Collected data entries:
*** Block opens ***

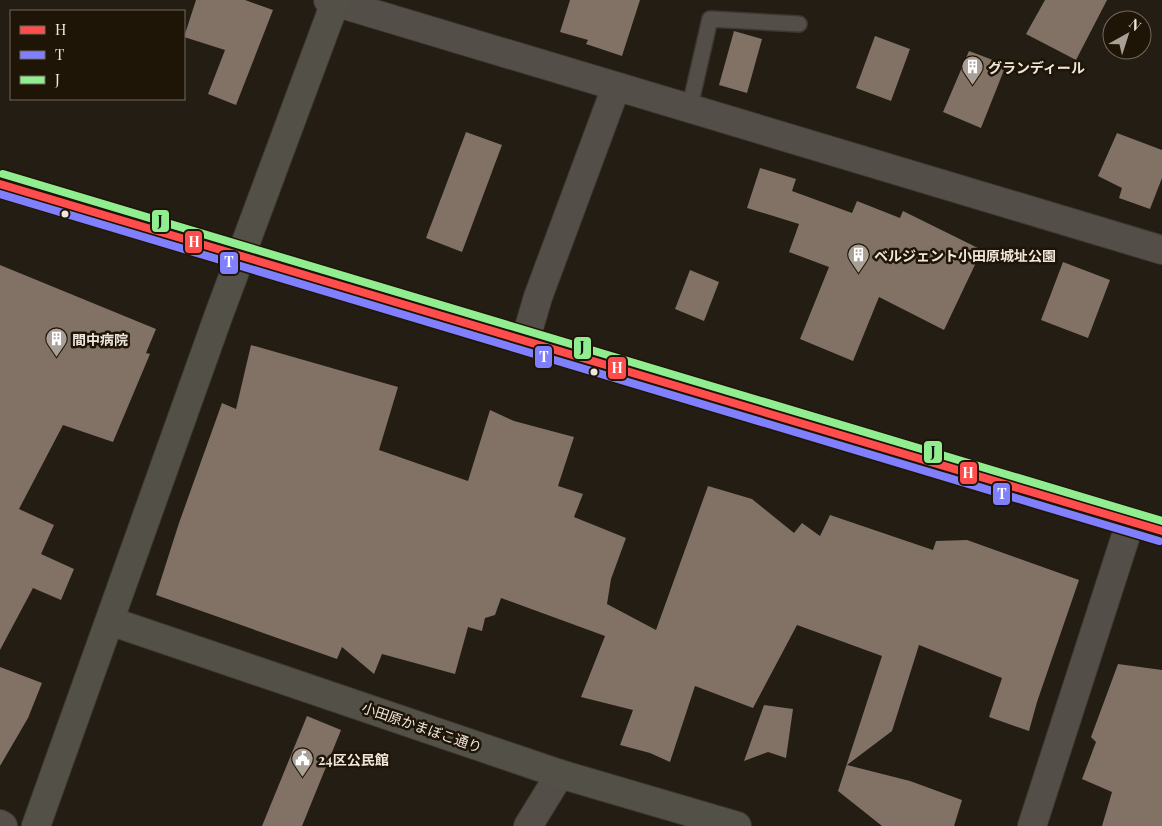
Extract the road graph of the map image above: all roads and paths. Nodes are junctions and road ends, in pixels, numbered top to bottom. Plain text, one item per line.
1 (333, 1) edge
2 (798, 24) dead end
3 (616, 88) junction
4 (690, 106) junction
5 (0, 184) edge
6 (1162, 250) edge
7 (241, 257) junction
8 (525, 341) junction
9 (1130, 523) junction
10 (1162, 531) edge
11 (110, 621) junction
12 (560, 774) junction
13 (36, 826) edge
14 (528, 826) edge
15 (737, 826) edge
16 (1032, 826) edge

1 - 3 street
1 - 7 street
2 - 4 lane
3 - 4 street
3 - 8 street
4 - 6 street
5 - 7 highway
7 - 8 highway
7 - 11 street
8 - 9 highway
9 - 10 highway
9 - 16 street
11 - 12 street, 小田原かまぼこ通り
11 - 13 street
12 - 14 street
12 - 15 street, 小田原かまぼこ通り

*** Block closes ***

* _WHAT TO WORK ON_
Every line above has to be output exactly; the pictures must be dropped.

* _EXERCISE OUTPUT_
Extract the road graph of the map image above: all roads and paths. Nodes are junctions and road ends, in pixels, numbered top to bottom. Plain text, one item per line.
1 (333, 1) edge
2 (798, 24) dead end
3 (616, 88) junction
4 (690, 106) junction
5 (0, 184) edge
6 (1162, 250) edge
7 (241, 257) junction
8 (525, 341) junction
9 (1130, 523) junction
10 (1162, 531) edge
11 (110, 621) junction
12 (560, 774) junction
13 (36, 826) edge
14 (528, 826) edge
15 (737, 826) edge
16 (1032, 826) edge

1 - 3 street
1 - 7 street
2 - 4 lane
3 - 4 street
3 - 8 street
4 - 6 street
5 - 7 highway
7 - 8 highway
7 - 11 street
8 - 9 highway
9 - 10 highway
9 - 16 street
11 - 12 street, 小田原かまぼこ通り
11 - 13 street
12 - 14 street
12 - 15 street, 小田原かまぼこ通り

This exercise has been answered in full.